However, compared to TURP, which is considered the standard surgical method for symptomatic small prostate volumes, fewer studies have evaluated the efficacy of HoLEP in this specific patient group. Most existing HoLEP studies have predominantly focused on large prostate volumes, leaving a relative lack of direct comparative data for small prostates. Moreover, head-to-head comparisons between HoLEP and bipolar TURP (B-TURP) in prostates <50 cc remain limited. Therefore, this study was designed to comparatively evaluate the safety and efficacy of B-TURP and HoLEP in small prostate volumes (<50 cc), aiming to address this gap and contribute additional evidence to the existing literature.
Material and Methods
Patient Selection and Data Collection
This retrospective, cross-sectional, comparative study included patients aged 40-80 years who underwent B-TURP or HoLEP between 2023 and 2025 due to LUTS unresponsive to medical therapy and had a prostate volume of <50 mL. Prostate volume was evaluated using ultrasound or magnetic resonance imaging and calculated with the ellipsoid formula [0.52 × transverse × anteroposterior × craniocaudal diameters (cm3)]. Patients with prostate cancer, a history of neurogenic bladder, those who could not discontinue anticoagulant therapy, or those who had previously undergone BPH surgery were excluded. Data were collected from patient files and the hospital’s electronic health record system.

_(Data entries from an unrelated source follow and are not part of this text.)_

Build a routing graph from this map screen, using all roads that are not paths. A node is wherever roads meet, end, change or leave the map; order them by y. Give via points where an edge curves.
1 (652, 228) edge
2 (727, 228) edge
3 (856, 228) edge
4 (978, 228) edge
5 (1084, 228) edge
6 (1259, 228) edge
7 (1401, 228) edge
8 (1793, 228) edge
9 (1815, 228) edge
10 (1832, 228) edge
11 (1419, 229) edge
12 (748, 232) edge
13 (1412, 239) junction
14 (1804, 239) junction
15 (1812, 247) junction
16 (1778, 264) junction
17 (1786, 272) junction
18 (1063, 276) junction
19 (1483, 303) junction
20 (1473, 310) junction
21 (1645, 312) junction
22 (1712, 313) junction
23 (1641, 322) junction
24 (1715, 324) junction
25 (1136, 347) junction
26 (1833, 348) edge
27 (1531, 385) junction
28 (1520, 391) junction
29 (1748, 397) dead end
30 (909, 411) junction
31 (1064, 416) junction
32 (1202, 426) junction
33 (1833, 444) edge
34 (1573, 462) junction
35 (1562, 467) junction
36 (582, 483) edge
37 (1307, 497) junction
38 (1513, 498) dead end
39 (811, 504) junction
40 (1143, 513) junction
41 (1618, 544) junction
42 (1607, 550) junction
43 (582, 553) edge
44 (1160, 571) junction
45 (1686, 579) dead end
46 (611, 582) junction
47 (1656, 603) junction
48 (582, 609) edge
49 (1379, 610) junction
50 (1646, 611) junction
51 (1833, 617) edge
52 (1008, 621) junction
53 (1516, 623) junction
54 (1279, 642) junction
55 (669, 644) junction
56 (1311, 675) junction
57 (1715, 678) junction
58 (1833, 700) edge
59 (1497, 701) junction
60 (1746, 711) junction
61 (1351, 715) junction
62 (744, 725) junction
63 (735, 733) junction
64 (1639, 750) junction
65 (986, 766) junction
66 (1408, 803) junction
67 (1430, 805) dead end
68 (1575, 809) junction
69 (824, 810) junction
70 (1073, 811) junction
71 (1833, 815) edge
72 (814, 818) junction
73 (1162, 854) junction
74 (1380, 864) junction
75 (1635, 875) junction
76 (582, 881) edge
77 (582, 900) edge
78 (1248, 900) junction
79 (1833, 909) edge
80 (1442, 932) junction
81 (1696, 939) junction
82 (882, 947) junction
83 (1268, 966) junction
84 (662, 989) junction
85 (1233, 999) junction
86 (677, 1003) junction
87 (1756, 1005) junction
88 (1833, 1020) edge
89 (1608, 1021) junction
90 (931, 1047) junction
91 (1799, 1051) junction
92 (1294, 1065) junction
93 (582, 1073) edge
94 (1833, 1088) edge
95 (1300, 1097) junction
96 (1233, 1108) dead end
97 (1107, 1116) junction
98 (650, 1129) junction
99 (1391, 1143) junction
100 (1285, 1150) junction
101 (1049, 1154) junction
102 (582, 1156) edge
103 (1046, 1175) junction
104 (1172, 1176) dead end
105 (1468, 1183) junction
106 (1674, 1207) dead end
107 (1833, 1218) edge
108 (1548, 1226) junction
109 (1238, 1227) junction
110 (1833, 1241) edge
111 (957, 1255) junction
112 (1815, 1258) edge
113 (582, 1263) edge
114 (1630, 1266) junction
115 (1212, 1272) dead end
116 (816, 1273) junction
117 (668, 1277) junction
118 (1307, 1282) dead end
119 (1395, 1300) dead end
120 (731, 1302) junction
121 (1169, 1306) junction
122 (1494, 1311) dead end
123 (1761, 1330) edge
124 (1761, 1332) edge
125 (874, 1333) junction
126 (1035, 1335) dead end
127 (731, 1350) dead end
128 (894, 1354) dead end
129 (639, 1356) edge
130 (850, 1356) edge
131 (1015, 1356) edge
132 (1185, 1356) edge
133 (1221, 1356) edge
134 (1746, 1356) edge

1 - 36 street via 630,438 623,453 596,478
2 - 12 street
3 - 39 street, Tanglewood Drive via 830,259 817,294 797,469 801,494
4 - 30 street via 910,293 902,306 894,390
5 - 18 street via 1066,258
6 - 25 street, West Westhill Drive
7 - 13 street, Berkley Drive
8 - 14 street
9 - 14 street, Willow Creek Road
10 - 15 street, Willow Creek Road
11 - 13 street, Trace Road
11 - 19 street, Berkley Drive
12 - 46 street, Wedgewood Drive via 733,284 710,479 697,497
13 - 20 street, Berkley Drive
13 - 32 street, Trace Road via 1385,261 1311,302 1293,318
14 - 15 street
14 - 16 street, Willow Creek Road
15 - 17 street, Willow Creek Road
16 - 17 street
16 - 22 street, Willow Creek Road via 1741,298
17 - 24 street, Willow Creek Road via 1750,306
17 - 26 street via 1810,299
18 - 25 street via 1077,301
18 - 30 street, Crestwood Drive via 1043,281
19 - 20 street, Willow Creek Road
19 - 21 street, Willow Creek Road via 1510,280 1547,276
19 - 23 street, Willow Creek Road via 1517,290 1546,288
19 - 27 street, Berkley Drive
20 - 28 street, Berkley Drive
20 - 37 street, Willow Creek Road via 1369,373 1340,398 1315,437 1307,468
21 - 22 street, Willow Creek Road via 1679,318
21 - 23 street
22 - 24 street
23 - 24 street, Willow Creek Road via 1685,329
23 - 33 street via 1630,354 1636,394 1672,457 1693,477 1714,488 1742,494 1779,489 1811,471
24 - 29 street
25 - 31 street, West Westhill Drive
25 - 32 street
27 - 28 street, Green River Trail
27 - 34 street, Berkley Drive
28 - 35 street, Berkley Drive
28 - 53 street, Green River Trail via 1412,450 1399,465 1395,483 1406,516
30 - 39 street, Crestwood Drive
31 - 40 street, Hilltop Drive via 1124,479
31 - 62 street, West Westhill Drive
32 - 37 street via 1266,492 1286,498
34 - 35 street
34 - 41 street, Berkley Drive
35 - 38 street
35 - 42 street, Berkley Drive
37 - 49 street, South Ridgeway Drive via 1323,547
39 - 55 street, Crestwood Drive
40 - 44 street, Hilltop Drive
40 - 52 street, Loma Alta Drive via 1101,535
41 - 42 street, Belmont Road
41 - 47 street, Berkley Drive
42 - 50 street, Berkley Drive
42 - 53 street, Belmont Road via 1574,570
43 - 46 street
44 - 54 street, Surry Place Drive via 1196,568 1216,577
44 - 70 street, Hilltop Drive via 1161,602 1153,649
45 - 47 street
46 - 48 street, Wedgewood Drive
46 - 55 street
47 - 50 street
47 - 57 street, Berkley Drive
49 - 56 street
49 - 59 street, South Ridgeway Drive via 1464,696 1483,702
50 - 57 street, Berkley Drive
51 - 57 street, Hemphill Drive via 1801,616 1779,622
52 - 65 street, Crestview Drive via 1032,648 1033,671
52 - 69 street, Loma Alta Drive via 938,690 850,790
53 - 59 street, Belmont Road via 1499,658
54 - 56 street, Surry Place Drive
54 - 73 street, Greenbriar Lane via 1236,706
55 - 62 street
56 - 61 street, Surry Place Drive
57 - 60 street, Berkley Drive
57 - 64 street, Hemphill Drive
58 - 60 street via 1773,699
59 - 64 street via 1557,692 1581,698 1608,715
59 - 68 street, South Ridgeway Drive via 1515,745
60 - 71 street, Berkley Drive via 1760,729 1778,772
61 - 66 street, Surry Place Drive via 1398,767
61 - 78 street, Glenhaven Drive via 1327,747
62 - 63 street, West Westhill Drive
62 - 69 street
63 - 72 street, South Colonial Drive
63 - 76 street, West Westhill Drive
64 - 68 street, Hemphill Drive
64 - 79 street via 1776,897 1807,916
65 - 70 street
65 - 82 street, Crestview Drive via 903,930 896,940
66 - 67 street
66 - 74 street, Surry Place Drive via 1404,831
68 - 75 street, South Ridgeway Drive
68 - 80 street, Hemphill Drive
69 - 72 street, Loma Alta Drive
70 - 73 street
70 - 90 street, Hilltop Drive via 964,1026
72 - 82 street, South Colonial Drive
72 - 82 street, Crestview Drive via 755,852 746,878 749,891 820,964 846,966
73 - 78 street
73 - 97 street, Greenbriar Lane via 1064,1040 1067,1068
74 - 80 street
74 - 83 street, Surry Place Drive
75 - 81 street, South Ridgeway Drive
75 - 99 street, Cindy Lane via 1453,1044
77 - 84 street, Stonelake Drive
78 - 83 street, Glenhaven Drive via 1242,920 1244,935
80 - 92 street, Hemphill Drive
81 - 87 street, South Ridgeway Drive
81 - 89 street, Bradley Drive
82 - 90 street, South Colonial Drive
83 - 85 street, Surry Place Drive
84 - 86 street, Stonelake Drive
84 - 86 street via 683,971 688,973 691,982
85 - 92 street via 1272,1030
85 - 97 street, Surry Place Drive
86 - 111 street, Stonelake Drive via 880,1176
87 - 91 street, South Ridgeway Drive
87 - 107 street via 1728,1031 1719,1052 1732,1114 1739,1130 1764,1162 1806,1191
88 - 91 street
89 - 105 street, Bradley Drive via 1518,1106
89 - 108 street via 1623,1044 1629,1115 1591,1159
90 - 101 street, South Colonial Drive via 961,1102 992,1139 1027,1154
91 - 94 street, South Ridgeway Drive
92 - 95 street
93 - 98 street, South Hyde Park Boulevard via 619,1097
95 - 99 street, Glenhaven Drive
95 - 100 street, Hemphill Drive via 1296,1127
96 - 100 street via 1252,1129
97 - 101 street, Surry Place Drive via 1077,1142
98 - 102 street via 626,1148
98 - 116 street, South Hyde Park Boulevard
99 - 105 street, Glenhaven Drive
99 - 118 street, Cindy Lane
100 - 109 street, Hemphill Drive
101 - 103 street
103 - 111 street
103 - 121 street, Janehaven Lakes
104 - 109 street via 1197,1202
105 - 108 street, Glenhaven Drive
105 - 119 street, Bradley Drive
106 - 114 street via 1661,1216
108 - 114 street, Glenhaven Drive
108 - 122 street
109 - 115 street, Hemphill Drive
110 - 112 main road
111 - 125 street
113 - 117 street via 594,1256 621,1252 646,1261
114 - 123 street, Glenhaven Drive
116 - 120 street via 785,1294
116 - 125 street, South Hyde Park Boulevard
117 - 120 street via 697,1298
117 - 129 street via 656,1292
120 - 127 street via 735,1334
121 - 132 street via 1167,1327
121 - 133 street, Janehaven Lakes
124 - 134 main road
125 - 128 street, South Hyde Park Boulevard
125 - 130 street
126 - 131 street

Study Design and Data Analysis
Patients were divided into 2 groups according to the surgical procedure performed (B-TURP and HoLEP). A comparative analysis was performed to evaluate differences in demographic, clinical, and surgical outcomes between the groups. Demographic data included age, body mass index (BMI), prostate-specific antigen (PSA) levels, and preoperative and postoperative hemoglobin changes. Additional parameters, including prostate volume, operative time, irrigation fluid volume, resected tissue weight and percentage, and routine scoring systems (International Consultation on Incontinence Questionnaire-Short Form (ICIQ-SF), International Prostate Symptom Score (IPSS), International Index of Erectile Function-5 (IIEF-5)), peak urinary flow rate (Qmax), post-void residual urine (PVR), length of hospital stay, and catheterization duration, were compared. Functional outcomes and symptom scores were assessed at 6 weeks postoperatively, and hemoglobin levels were remeasured at 24 hours. Complications were recorded according to the Clavien–Dindo classification.9
Surgical Procedure
All procedures were performed by 2 experienced surgeons under spinal anesthesia with the patients placed in the lithotomy position. A 26 Fr continuous-flow resectoscope with a 30° cystoscopic lens was used in both techniques, and normal saline served as the irrigation fluid.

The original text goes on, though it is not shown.